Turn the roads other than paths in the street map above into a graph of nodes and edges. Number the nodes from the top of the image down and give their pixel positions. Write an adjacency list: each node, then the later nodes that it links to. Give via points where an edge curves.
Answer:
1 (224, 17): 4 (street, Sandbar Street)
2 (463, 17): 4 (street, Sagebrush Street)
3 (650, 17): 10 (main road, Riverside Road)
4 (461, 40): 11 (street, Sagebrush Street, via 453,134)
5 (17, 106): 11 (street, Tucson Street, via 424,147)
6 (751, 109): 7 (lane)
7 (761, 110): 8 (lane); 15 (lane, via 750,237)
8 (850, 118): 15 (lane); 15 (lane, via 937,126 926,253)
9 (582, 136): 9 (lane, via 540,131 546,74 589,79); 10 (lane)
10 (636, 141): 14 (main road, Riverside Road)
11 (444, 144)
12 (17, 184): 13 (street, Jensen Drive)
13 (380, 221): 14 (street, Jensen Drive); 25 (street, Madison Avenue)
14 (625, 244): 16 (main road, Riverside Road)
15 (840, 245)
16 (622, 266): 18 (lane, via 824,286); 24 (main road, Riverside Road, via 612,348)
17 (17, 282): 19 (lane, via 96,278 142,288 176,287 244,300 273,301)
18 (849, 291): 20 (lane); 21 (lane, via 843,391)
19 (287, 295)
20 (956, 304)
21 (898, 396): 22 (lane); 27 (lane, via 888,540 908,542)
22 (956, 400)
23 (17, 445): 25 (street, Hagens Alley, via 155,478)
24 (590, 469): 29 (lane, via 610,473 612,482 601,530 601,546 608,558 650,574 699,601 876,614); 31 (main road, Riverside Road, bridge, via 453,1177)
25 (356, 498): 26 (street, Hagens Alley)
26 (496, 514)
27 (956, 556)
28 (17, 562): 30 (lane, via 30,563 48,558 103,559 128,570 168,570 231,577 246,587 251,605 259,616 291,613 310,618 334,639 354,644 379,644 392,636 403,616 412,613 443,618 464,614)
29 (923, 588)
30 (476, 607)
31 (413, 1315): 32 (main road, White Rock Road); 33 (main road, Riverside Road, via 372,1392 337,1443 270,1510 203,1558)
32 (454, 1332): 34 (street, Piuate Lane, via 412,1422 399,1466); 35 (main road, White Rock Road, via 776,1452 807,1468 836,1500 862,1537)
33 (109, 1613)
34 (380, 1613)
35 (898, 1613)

• _Exercise goal_
The answer must be a single number: how many lines in the data above contain the string "Jensen".

• _Solution to this problem_
2